If we consider the chain of events starting from the right foot, we can be certain that the foot abnormalities are nothing other than an illusionary expression of the right knee and subsequent hyper-rotation of the tibia. The tibial motion was a consequence of the acetabular dysfunction and an attempt by the body to alter the weightbearing posture. The shift of the pelvis to the left is once again an attempt by the body to alter its weightbearing so as to be pain free. This shift also caused the left femur to compensate and therefore resulted in a lateral foot flare and a rear foot posterior subtalar joint hypomobility. The mid-foot and fore foot compensatory changes and the above mentioned biomechanical failures are nothing other than biomechanical pathologies that result in symptoms. The torsion on the twisted osteoligamentous plate that results from this state is more than enough to create the necessary traction on the calcaneus to result in a very large heel spur.

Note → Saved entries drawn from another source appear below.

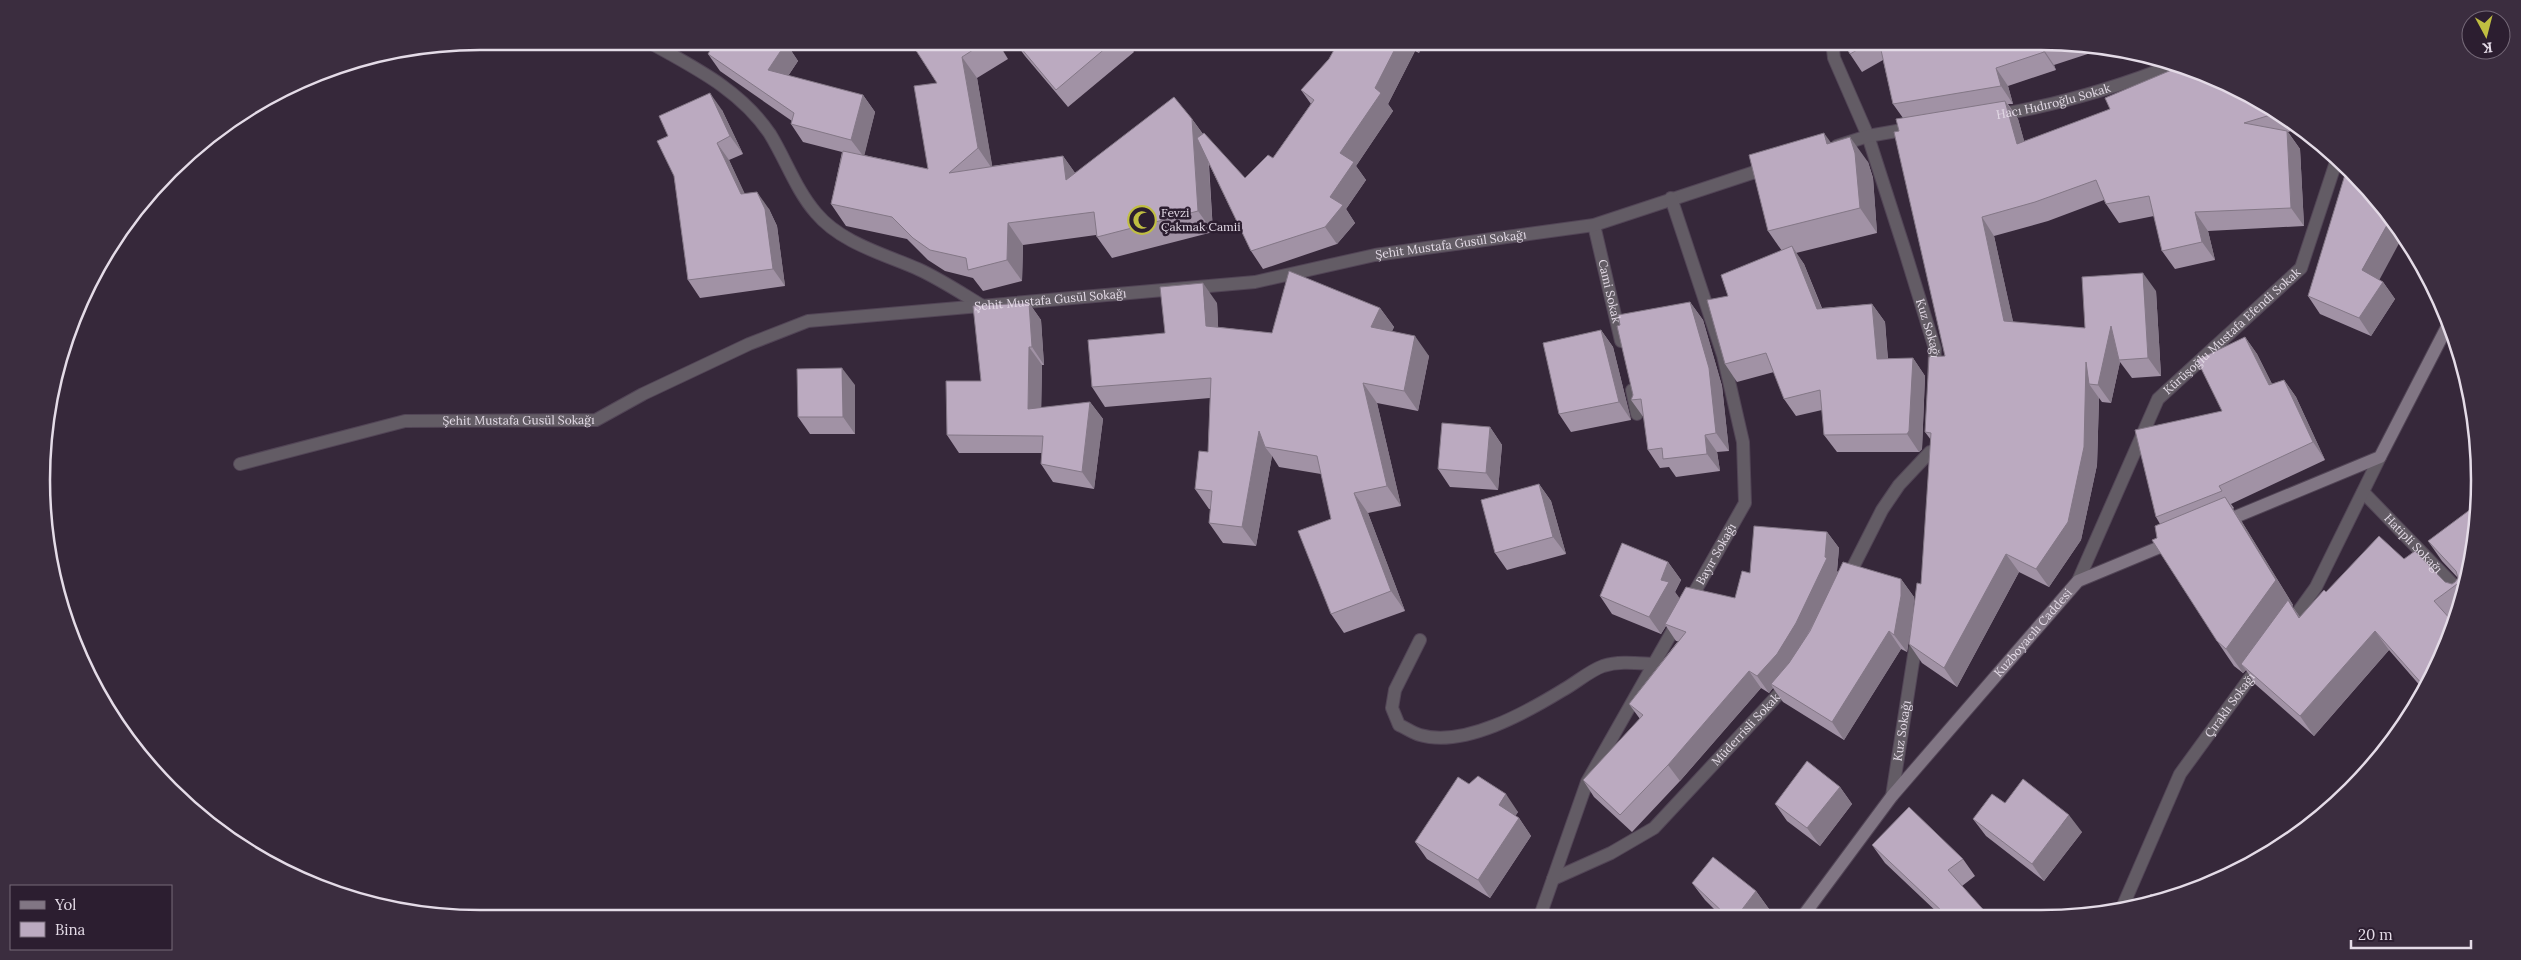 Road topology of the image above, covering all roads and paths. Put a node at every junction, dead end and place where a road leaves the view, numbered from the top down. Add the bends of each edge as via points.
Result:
1 (663, 50) edge
2 (1833, 50) edge
3 (2164, 68) edge
4 (1980, 118) edge
5 (1924, 127) edge
6 (1868, 136) junction
7 (1821, 151) edge
8 (1784, 162) edge
9 (2335, 166) edge
10 (1671, 198) junction
11 (1594, 225) junction
12 (981, 305) junction
13 (2444, 332) edge
14 (1624, 358) edge
15 (1629, 376) edge
16 (1933, 386) edge
17 (1638, 414) edge
18 (2380, 457) junction
19 (240, 464) dead end
20 (1929, 471) edge
21 (2363, 492) junction
22 (2215, 525) edge
23 (2188, 536) edge
24 (2078, 581) junction
25 (2457, 588) edge
26 (1841, 591) edge
27 (1919, 624) edge
28 (2282, 634) edge
29 (1420, 640) dead end
30 (2265, 657) edge
31 (1652, 664) junction
32 (1795, 676) edge
33 (1892, 796) junction
34 (1553, 879) junction
35 (2125, 902) edge
36 (1542, 910) edge
37 (1807, 910) edge

1 - 12 street via 718,82 744,102 769,134 816,213 836,230 920,270
2 - 6 street, Kuz Sokağı
3 - 4 street, Hacı Hıdıroğlu Sokak via 2106,89 2036,108
5 - 6 street
6 - 7 street
6 - 16 street, Kuz Sokağı via 1935,348
8 - 10 street, Şehit Mustafa Gusül Sokağı
9 - 24 street, Kürüşoğlu Mustafa Efendi Sokak via 2301,268 2158,399
10 - 11 street, Şehit Mustafa Gusül Sokağı
10 - 31 street, Bayır Sokağı via 1723,355 1744,442 1745,503
11 - 12 street, Şehit Mustafa Gusül Sokağı via 1375,255 1255,282
11 - 14 street, Cami Sokak
12 - 19 street, Şehit Mustafa Gusül Sokağı via 808,321 713,361 596,420 405,421
13 - 18 street
15 - 17 street
18 - 21 street
18 - 22 street
20 - 26 street via 1931,447 1882,510
21 - 25 street, Hatipli Sokağı
21 - 28 street via 2316,588
23 - 24 street, Kuzboyacılı Caddesi
24 - 33 street, Kuzboyacılı Caddesi
27 - 33 street, Kuz Sokağı
29 - 31 street via 1395,690 1392,708 1399,725 1420,735 1441,738 1465,735 1512,717 1600,667 1617,662
30 - 35 street, Çıraklı Sokağı via 2180,774
31 - 34 street, Bayır Sokağı via 1587,782
32 - 34 street, Müderrisli Sokak via 1654,828 1611,854
33 - 37 street, Kuzboyacılı Caddesi
34 - 36 street, Bayır Sokağı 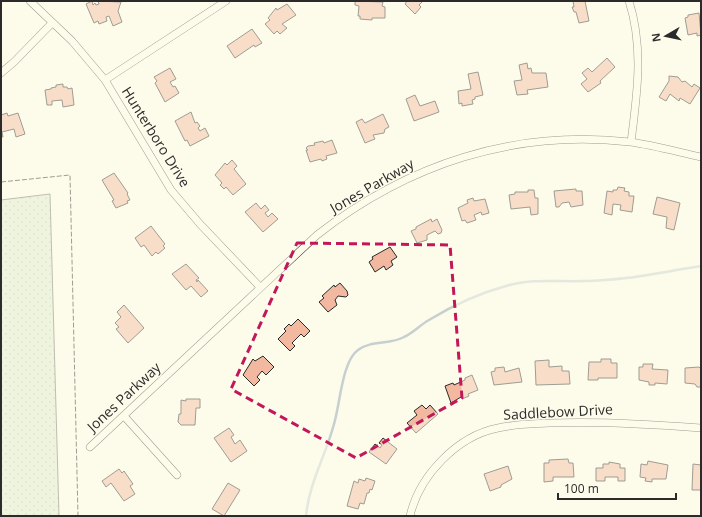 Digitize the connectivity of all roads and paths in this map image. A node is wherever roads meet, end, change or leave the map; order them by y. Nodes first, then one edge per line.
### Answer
1 (30, 1) edge
2 (226, 1) edge
3 (629, 1) edge
4 (52, 23) junction
5 (1, 73) edge
6 (105, 80) junction
7 (631, 142) junction
8 (701, 157) edge
9 (260, 287) junction
10 (124, 416) junction
11 (701, 428) edge
12 (90, 447) dead end
13 (177, 475) dead end
14 (410, 516) edge

1 - 4 street, Hunterboro Drive
2 - 6 street
3 - 7 street
4 - 5 street
4 - 6 street, Hunterboro Drive
6 - 9 street, Hunterboro Drive
7 - 8 street, Jones Parkway
7 - 9 street, Jones Parkway
9 - 10 street, Jones Parkway
10 - 12 street, Jones Parkway
10 - 13 street
11 - 14 street, Saddlebow Drive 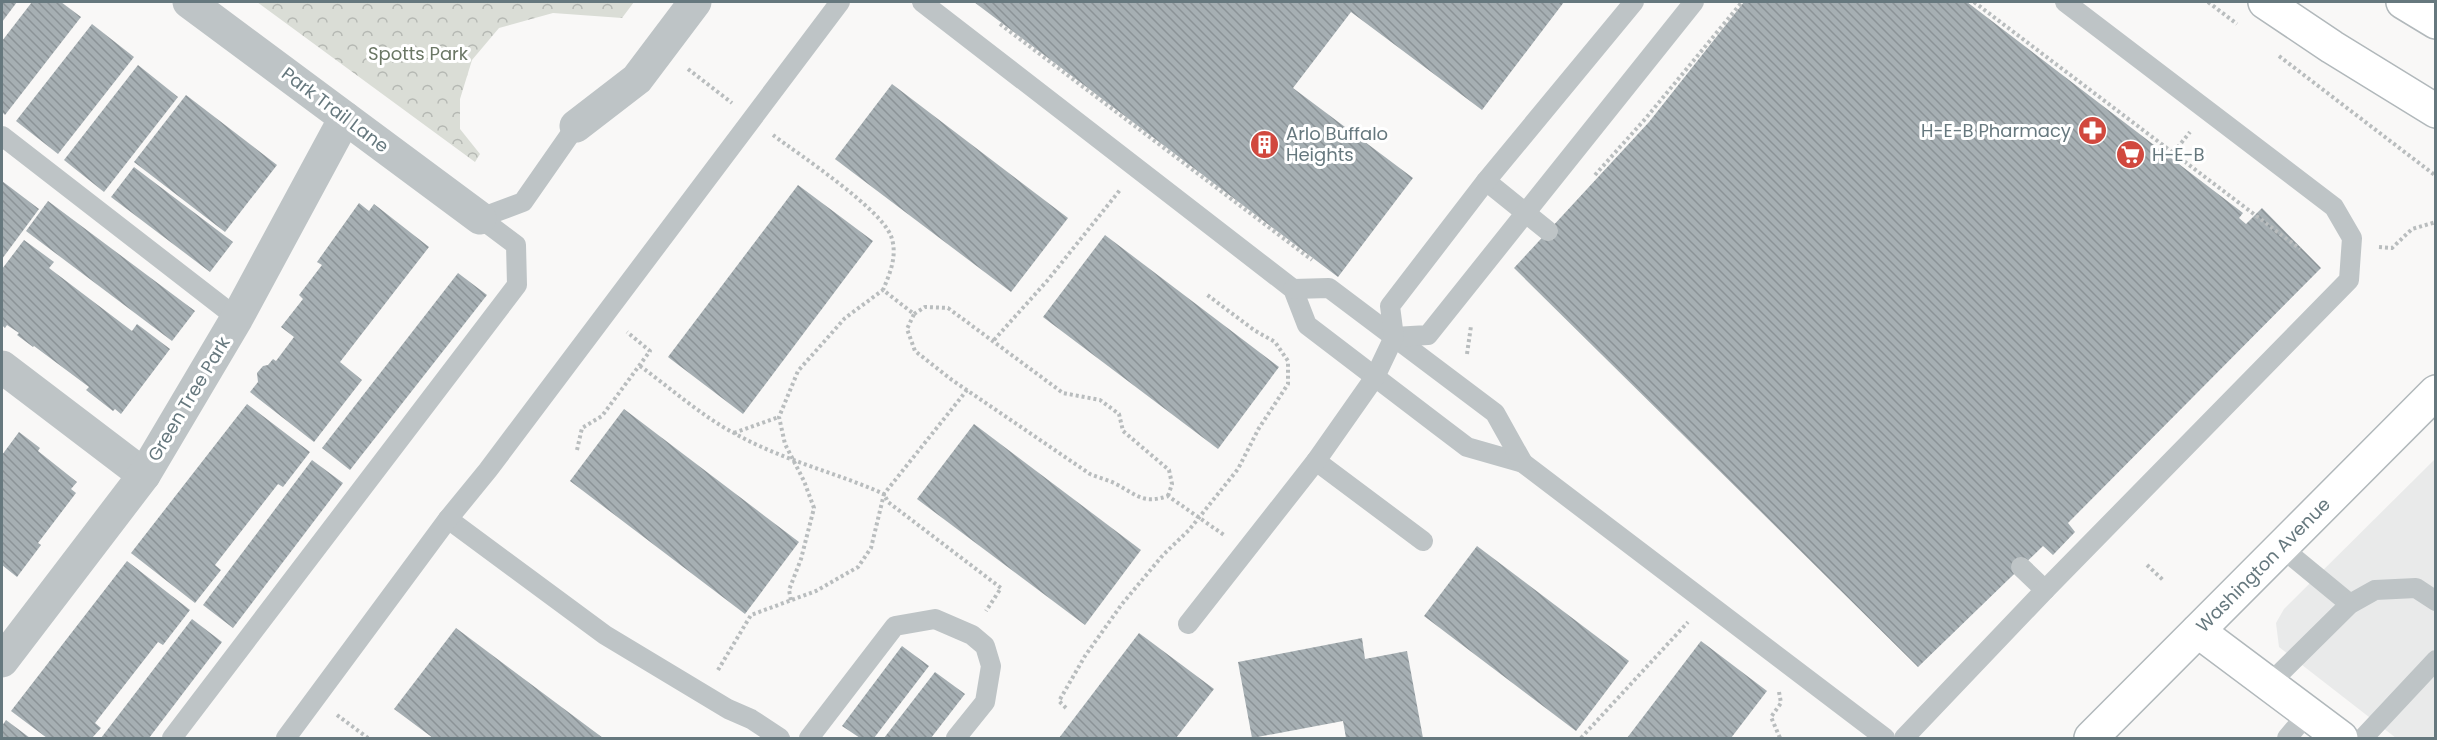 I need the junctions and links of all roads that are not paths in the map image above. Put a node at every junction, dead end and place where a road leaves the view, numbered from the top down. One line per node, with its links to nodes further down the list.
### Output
1 (189, 2): 12 (street, Park Trail Lane)
2 (696, 2): 13 (street)
3 (840, 2): 28 (lane)
4 (922, 2): 19 (lane)
5 (1634, 2): 15 (lane)
6 (1694, 2): 16 (lane)
7 (2065, 2): 32 (lane)
8 (2265, 2): 11 (main road)
9 (2403, 2): 10 (main road)
10 (2436, 22)
11 (2430, 104)
12 (345, 118): 17 (street, Park Trail Lane); 20 (street, Green Tree Park)
13 (576, 126): 17 (lane)
14 (2, 136): 20 (lane)
15 (1486, 181): 16 (lane); 21 (lane)
16 (1525, 212): 18 (lane); 21 (lane)
17 (480, 218): 41 (lane)
18 (1548, 231)
19 (1293, 288): 21 (lane); 23 (lane)
20 (237, 318): 27 (street, Green Tree Park)
21 (1394, 337): 23 (lane); 26 (lane)
22 (2, 367): 27 (street)
23 (1375, 377): 25 (lane); 26 (lane)
24 (2436, 393): 30 (main road, Washington Avenue)
25 (1316, 461): 29 (lane); 35 (lane)
26 (1523, 463): 46 (lane)
27 (144, 475): 38 (street, Green Tree Park)
28 (448, 519): 42 (lane); 43 (lane)
29 (1423, 541)
30 (2282, 548): 34 (lane); 36 (main road, Washington Avenue)
31 (2021, 567): 32 (lane)
32 (2045, 590): 47 (lane)
33 (2436, 601): 34 (lane)
34 (2350, 604): 39 (lane)
35 (1188, 624)
36 (2198, 631): 39 (main road); 48 (main road, Washington Avenue)
37 (2436, 660): 51 (lane)
38 (2, 661)
39 (2269, 684): 40 (main road)
40 (2308, 713): 49 (lane); 50 (main road)
41 (172, 738)
42 (286, 738)
43 (780, 738)
44 (809, 738): 45 (lane)
45 (956, 738)
46 (1886, 738)
47 (1904, 738)
48 (2091, 738)
49 (2287, 738)
50 (2341, 738)
51 (2363, 738)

The primary cause, in case you missed it, is the right acetabular dysfunction. All of the other findings are to be considered secondary findings and, although important, are not the area of initial treatment. The treatment was directed at correcting the arthrokinetic reflex of the hip joint first, as that is what maintains the dysfunction. The acetabular joint fixations were dealt with next, followed by the right iliosacral joint subluxation. The bilateral popliteal spasms and the firing order re-education followed next. The posterior joint of the subtalar joint was adjusted for its dysfunction in the following manner. The joint is a concave convex relationship and the direction of slide of the bone is in the opposite direction to the movement of the joint, therefore the calcaneus was adjusted to the talus in a clockwise direction with sagittal glide on a drop piece. The right talus was adjusted for medial talar tilt utilizing a long axis of extension and a drop piece. To give the patient some quick pain relief she was given a couple of ultrasound treatments. The orthotic/arch supports were trashed as they were ordered from a point of view of gross ignorance and lack of understanding of foot and body biomechanics.

The end result of this is a patient who is indeed happy and after only six visits is enjoying an almost pain free life for the first time in many years.

This type of rational thinking and diagnostic decision making is what is taught at all MPI seminars. MPI's commitment to providing you with the most up-to-date concepts and treatment protocols is why the seminars are changed on a continual basis. The above example is not an isolated case by any means, but I wonder how many doctors would have treated the symptoms. Chiropractic treats the cause -- if you can find it!